| Required action |
Using the listing below, please count the lines that contain the string "Carroll". Only the number is wanted.

| Data records |

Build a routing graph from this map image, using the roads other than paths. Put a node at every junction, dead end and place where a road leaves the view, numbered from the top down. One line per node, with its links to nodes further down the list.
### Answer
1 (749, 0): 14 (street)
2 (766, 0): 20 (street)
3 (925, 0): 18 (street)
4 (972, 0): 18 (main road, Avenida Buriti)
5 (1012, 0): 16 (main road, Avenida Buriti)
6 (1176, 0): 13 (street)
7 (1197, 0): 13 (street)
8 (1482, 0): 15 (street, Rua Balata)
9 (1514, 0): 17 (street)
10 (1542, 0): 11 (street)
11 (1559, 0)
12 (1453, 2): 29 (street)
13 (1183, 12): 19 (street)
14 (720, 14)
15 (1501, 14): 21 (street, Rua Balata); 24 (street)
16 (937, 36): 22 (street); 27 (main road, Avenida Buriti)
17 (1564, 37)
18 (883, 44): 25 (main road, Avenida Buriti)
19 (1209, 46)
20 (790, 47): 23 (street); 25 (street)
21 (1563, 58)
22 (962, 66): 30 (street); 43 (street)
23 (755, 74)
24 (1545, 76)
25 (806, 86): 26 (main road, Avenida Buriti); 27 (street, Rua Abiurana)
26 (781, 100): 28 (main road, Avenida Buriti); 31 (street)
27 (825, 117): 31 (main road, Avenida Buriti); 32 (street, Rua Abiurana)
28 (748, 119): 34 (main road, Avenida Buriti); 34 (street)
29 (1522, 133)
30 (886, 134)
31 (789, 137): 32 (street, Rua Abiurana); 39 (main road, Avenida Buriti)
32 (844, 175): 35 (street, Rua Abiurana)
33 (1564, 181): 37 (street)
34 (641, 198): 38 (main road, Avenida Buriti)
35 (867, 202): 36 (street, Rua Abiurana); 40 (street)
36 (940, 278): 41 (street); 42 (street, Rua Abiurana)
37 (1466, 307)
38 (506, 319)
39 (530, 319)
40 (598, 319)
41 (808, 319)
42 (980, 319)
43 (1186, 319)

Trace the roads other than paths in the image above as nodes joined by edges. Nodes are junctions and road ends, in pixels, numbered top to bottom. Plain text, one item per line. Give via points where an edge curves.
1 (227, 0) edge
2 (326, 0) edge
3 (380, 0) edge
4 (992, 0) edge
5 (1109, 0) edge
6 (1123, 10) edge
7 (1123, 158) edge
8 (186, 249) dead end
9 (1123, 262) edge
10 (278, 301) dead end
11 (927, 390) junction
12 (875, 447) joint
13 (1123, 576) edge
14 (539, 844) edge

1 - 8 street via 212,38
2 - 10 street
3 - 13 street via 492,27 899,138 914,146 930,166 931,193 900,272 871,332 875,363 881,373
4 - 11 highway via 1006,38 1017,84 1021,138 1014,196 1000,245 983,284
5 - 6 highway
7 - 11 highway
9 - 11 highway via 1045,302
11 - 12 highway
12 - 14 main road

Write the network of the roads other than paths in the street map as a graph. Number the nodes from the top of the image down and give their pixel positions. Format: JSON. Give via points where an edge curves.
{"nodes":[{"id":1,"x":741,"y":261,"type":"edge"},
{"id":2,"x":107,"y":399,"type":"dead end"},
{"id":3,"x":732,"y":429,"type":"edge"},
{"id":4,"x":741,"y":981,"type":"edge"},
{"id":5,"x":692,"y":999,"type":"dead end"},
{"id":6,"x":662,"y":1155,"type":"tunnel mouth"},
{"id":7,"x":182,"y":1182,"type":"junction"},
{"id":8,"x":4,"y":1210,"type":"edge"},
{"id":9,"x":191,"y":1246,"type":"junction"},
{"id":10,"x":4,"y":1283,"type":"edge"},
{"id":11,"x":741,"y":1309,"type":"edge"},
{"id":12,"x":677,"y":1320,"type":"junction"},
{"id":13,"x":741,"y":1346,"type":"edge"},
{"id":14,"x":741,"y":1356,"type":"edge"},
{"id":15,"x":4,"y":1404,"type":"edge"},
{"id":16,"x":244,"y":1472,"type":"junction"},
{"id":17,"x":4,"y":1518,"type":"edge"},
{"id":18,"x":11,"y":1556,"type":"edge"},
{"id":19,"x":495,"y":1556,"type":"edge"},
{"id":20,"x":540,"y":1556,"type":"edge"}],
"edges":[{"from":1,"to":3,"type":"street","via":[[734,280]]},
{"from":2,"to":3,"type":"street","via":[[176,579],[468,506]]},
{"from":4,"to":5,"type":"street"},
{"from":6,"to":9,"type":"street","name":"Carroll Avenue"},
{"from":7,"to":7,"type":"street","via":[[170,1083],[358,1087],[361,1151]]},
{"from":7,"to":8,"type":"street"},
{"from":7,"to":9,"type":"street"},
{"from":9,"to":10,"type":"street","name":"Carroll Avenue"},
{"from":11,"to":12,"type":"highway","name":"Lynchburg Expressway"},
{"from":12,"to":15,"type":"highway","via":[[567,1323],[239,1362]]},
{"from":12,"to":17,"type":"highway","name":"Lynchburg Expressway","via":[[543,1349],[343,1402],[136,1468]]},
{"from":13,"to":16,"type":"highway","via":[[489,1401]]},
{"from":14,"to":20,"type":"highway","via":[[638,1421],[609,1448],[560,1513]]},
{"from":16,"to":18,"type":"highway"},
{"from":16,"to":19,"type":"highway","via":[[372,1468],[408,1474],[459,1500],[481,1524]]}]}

| Response |
2